Modalities

Traditional chemically synthesized drugs that target proteins, enzymes, and receptors. Still the backbone of the pharmaceutical industry, now increasingly designed with AI-driven approaches for improved selectivity and ADMET properties.

Engineered proteins that bind specific targets with high affinity. Bispecific antibodies engage two targets simultaneously, enabling novel mechanisms like T-cell redirection. AI is accelerating antibody humanization, affinity maturation, and developability optimization.

Targeted therapies combining antibody specificity with cytotoxic payloads via chemical linkers. The ADC field is experiencing explosive growth with next-generation linker-payload technologies and novel targets beyond oncology.

Small molecules that recruit the cell's protein disposal machinery to selectively destroy disease-causing proteins, including previously "undruggable" targets. PROTACs and molecular glues represent fundamentally new pharmacology.

Delivering functional copies of genes to correct genetic disorders using viral vectors like adeno-associated virus (AAV) or lentivirus. Promises one-time curative treatments for monogenic diseases.

Living medicines engineered from patient or donor cells to fight disease. CAR-T cells have transformed blood cancer treatment; next-generation approaches include allogeneic (off-the-shelf), CAR-NK, and tumor-infiltrating lymphocyte (TIL) therapies.

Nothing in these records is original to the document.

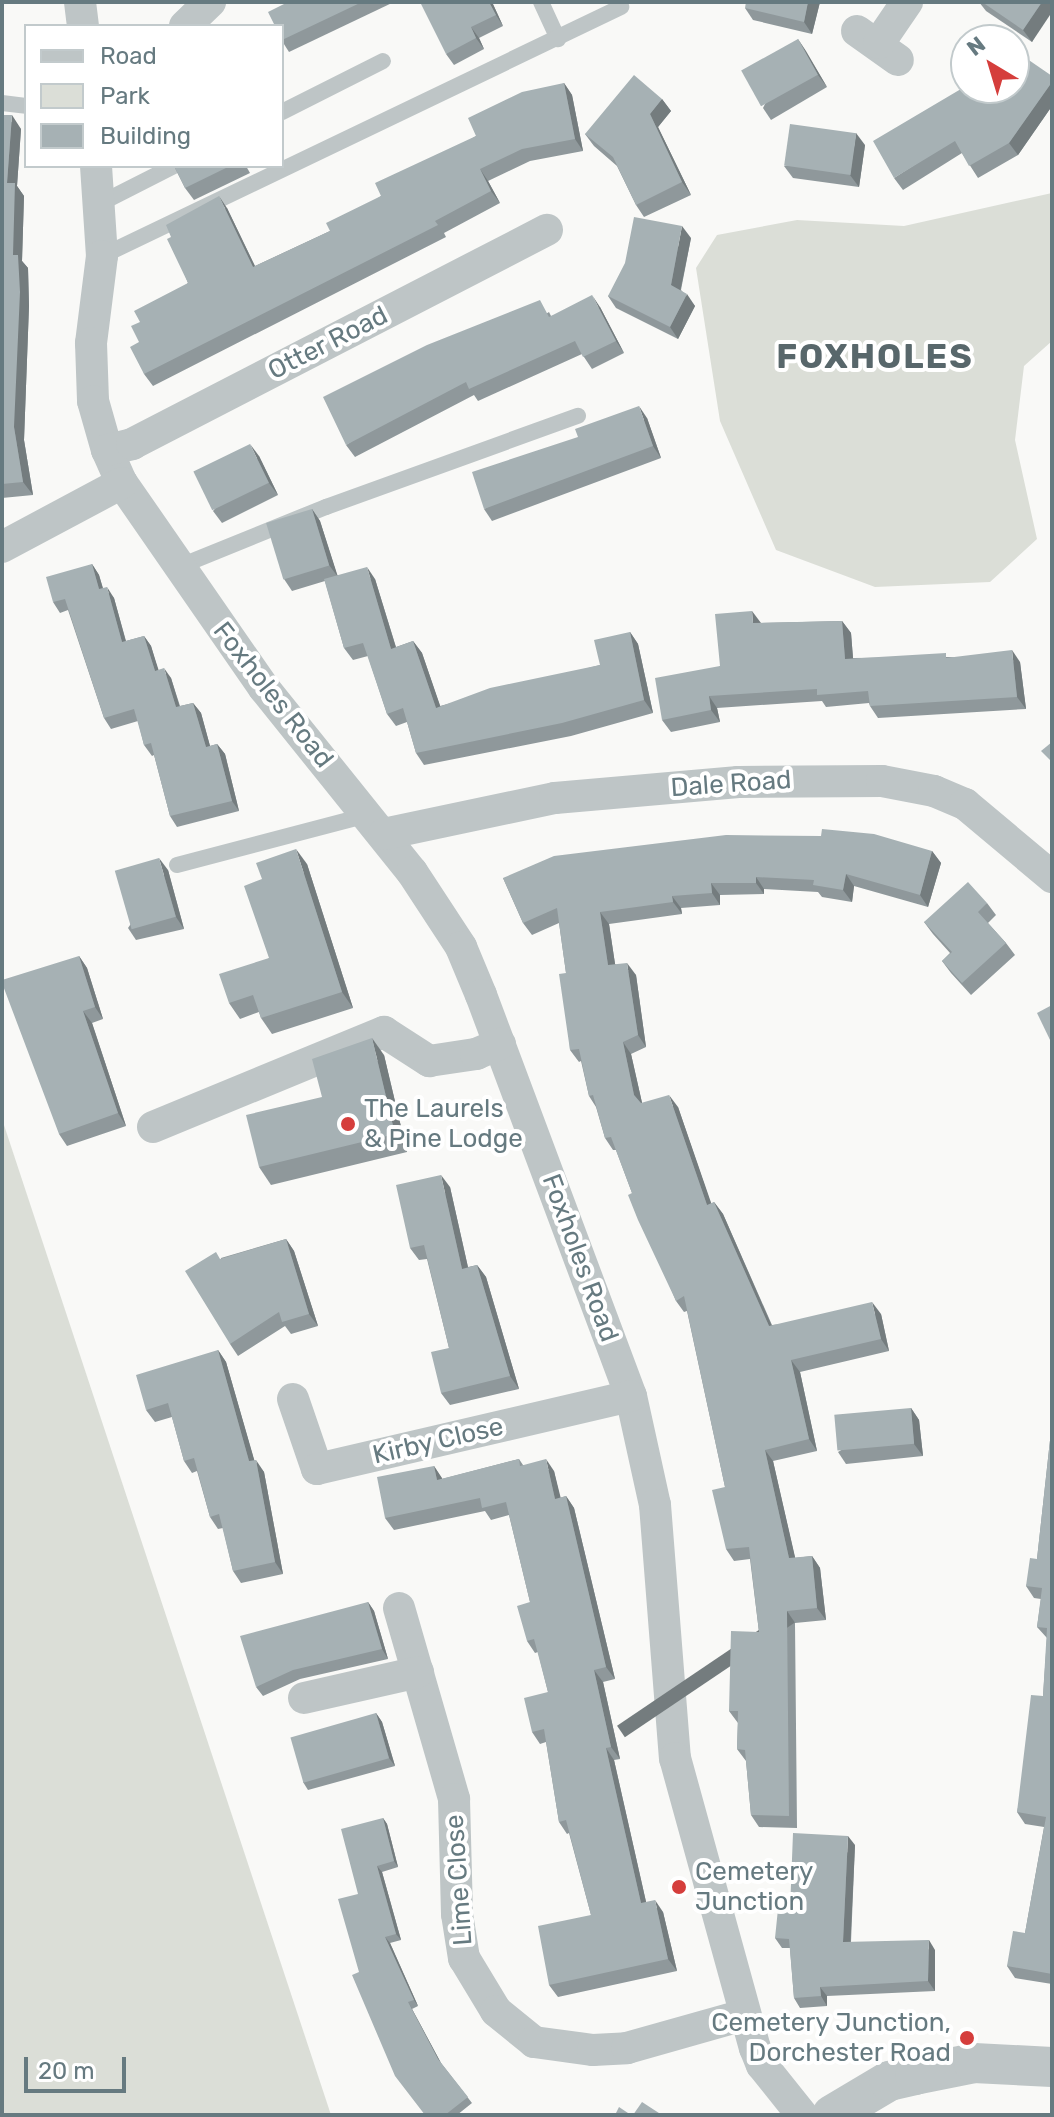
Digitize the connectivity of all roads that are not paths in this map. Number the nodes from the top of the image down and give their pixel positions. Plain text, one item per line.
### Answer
1 (80, 2) edge
2 (210, 2) edge
3 (541, 2) edge
4 (907, 2) edge
5 (621, 7) dead end
6 (83, 24) edge
7 (187, 24) edge
8 (558, 39) junction
9 (878, 45) dead end
10 (383, 61) dead end
11 (2, 103) edge
12 (24, 106) edge
13 (284, 111) edge
14 (96, 168) edge
15 (170, 168) edge
16 (101, 203) junction
17 (547, 230) dead end
18 (102, 256) junction
19 (578, 416) dead end
20 (107, 450) junction
21 (122, 483) junction
22 (2, 547) edge
23 (178, 567) junction
24 (376, 824) junction
25 (177, 865) dead end
26 (1052, 877) edge
27 (500, 1044) junction
28 (153, 1127) dead end
29 (631, 1396) junction
30 (293, 1399) dead end
31 (399, 1608) dead end
32 (418, 1672) junction
33 (304, 1698) dead end
34 (744, 2015) junction
35 (1052, 2067) edge
36 (802, 2115) edge
37 (832, 2115) edge

1 - 6 street
2 - 7 street
3 - 8 lane
4 - 9 street
5 - 8 lane
8 - 18 lane
10 - 13 lane
11 - 12 lane
14 - 16 street, Foxholes Road
15 - 16 lane
16 - 18 street, Foxholes Road
17 - 20 street, Otter Road
18 - 20 street, Foxholes Road
19 - 23 lane
20 - 21 street, Foxholes Road
21 - 22 street
21 - 23 street, Foxholes Road
23 - 24 street, Foxholes Road
24 - 25 lane
24 - 26 street, Dale Road
24 - 27 street, Foxholes Road
27 - 28 street
27 - 29 street, Foxholes Road
29 - 30 street, Kirby Close
29 - 34 street, Foxholes Road
31 - 32 street, Lime Close
32 - 33 street
32 - 34 street, Lime Close
34 - 36 street, Foxholes Road
35 - 37 street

Using messenger RNA to instruct cells to produce therapeutic proteins. Proven at scale with COVID-19 vaccines, mRNA platforms are now being applied to oncology (personalized cancer vaccines), rare diseases, and autoimmune conditions.

Short nucleic acid sequences that modulate gene expression at the RNA level. Antisense oligonucleotides (ASOs), small interfering RNA (siRNA), and microRNA therapeutics can silence or modulate previously undruggable targets.

Precision tools for modifying DNA sequences in living cells. CRISPR-Cas9 achieved the first approved therapy (Casgevy); next-generation approaches like base editing and prime editing offer even greater precision without double-strand breaks.

Short chains of amino acids that can modulate biological targets with high specificity. The GLP-1 receptor agonist revolution (semaglutide, tirzepatide) has made peptides the fastest-growing therapeutic modality by revenue.

Targeted drugs carrying radioactive isotopes to deliver radiation directly to cancer cells. Theranostics combines diagnostic imaging with targeted therapy. Massive investment in isotope supply chains (Ac-225, Lu-177) is enabling growth.

Therapies that modulate the human microbiome to treat disease. Includes live biotherapeutics, engineered bacteria, and microbiome-derived metabolites targeting conditions from C. diff infections to inflammatory bowel disease.

Transplanting organs or tissues from genetically modified animals (primarily pigs) into humans. Gene editing enables removal of pig antigens and insertion of human immune-compatible genes, potentially solving the organ shortage crisis.

Blood-based tests that detect circulating tumor DNA (ctDNA), circulating tumor cells, or other biomarkers to diagnose cancer, guide treatment selection, and monitor response — without invasive tissue biopsies.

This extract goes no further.